Strong typing–you either love it or hate it! Elaborate type systems catch a lot of programming errors at compile time. On the other hand they impose the burden of type annotation on the programmer, and they sometimes disallow valid programs or force type casting.
In Java there’s been a never-ending discussion about the lack of support for const types. People coming from the C++ background see it as a major flaw. Others would defend Java from constness with their own bodies.
I’m always on the lookout for solutions that let programmers have a cake and eat it too. Pluggable types are just the thing. You want const enforcement? Add a constness plug to your compiler. You want compile time null reference checks? Add another plug.
How is it possible?
Java annotations as type modifiers
Did you know that Java had a system of user-defined annotations (C# has a similar thing)? Annotations start with the @ sign and can be used, for instance, to annotate classes or variables. The Java compiler doesn’t do much with them other then embed them as metadata in class files. They can be retrieved at runtime as part of the reflection mechanism.
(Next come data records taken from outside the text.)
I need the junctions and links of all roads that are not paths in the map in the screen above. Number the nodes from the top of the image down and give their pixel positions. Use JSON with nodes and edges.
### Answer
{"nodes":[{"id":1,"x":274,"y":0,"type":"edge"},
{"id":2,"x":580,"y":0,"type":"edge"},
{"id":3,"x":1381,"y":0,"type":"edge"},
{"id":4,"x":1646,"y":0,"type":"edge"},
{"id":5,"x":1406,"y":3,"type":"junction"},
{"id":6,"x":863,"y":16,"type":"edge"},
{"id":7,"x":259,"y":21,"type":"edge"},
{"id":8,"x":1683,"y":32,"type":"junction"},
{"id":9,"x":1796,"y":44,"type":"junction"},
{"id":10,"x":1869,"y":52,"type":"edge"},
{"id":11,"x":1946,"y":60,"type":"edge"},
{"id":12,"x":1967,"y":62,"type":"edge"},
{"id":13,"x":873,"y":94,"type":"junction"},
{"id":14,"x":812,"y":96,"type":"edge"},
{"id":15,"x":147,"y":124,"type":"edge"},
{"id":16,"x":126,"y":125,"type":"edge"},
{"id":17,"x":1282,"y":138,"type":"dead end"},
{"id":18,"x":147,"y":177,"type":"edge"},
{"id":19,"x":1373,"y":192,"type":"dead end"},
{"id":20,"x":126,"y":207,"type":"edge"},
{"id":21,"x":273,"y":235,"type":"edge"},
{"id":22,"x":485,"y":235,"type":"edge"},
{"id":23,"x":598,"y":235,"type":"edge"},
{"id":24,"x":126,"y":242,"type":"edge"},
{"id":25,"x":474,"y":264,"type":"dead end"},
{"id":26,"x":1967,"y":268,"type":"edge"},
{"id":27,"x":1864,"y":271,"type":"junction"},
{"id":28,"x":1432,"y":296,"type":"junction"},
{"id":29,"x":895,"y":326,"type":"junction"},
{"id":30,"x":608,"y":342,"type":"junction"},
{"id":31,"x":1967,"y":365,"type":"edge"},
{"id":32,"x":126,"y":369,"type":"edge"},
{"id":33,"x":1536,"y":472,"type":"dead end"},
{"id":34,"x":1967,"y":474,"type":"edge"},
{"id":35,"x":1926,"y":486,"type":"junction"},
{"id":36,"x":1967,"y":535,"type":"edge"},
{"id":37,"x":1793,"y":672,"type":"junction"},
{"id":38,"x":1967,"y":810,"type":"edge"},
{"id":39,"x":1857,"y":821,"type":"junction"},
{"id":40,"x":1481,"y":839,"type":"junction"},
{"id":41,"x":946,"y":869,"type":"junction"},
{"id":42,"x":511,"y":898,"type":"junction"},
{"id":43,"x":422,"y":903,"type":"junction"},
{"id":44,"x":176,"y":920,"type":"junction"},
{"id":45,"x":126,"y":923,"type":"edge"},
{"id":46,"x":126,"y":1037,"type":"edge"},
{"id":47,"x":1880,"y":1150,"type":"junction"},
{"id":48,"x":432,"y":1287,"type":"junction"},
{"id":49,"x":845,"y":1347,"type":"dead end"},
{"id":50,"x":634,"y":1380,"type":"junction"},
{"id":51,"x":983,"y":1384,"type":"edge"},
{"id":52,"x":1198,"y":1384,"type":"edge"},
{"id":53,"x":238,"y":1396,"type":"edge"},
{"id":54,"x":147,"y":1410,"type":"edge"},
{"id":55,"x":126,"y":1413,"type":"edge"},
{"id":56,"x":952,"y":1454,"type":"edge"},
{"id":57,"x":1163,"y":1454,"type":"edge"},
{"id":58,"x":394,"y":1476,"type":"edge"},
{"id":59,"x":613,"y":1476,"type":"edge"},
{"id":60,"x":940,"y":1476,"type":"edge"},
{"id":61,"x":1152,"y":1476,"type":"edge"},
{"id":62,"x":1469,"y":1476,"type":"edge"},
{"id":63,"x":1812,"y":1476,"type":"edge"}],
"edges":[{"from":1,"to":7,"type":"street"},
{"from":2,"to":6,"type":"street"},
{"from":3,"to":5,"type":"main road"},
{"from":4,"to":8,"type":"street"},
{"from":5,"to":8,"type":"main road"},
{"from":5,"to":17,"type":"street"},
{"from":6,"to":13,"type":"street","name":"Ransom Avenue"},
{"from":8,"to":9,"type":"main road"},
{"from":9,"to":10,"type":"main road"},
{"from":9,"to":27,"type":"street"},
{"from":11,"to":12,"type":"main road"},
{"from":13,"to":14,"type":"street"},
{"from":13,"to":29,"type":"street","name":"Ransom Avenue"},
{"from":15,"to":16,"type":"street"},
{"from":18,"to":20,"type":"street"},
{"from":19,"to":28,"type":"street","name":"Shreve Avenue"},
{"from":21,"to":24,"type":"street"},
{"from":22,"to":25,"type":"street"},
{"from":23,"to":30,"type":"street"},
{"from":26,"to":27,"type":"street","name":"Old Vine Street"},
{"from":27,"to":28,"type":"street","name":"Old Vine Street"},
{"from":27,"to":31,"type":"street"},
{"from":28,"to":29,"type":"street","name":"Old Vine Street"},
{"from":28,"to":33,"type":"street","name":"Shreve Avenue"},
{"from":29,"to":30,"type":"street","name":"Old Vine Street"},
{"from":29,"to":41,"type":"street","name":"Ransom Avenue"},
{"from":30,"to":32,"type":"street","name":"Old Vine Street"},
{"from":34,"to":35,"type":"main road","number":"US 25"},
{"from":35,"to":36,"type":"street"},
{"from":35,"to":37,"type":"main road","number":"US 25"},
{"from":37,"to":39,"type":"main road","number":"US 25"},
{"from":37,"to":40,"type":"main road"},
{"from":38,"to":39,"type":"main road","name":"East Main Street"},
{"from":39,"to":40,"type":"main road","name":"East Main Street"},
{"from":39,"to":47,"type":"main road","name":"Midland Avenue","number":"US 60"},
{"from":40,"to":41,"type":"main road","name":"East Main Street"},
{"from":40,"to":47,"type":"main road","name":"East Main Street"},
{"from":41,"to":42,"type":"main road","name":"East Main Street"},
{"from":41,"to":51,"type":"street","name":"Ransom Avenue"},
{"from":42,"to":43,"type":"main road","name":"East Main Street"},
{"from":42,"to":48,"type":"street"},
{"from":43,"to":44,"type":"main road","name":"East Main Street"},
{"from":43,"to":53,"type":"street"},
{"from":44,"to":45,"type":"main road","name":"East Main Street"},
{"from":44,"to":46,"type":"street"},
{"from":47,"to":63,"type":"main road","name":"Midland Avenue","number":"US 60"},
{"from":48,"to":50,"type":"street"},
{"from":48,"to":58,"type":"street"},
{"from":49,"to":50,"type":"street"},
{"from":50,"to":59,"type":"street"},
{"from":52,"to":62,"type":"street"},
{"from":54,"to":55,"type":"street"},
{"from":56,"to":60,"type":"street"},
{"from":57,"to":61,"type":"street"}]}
I never thought of annotations as more than an ad hoc curiosity until I read Matthew Papi’s Ph.D. thesis, Practical pluggable types for Java. The paper proposes the use annotations to extend the Java type system. This work contributed to the JSR 308 proposal, which allows annotations to appear anywhere types are used. For instance, you could annotate a declaration of an object with the @NonNull qualifier:
@NonNull Object nnObj;
or declare a read-only list of read-only elements:
class UnmodifiableList<T> implements @ReadOnly List<@ReadOnly T> { ... }
What distinguishes such annotations from bona fide comments is that they can be type checked by user-defined checkers. These checkers can be plugged into the compiler and run during compilation. They get access to abstract syntax trees (ASTs) produced by the language parser, so they can also do semantic checks (e.g., detect method calls through a potentially null pointer).
Examples of type system extensions
A simple NonNull checker detects assignments of potentially null objects to non-null objects, as in:
Object obj; @NonNull Object nnObj = obj; // warning!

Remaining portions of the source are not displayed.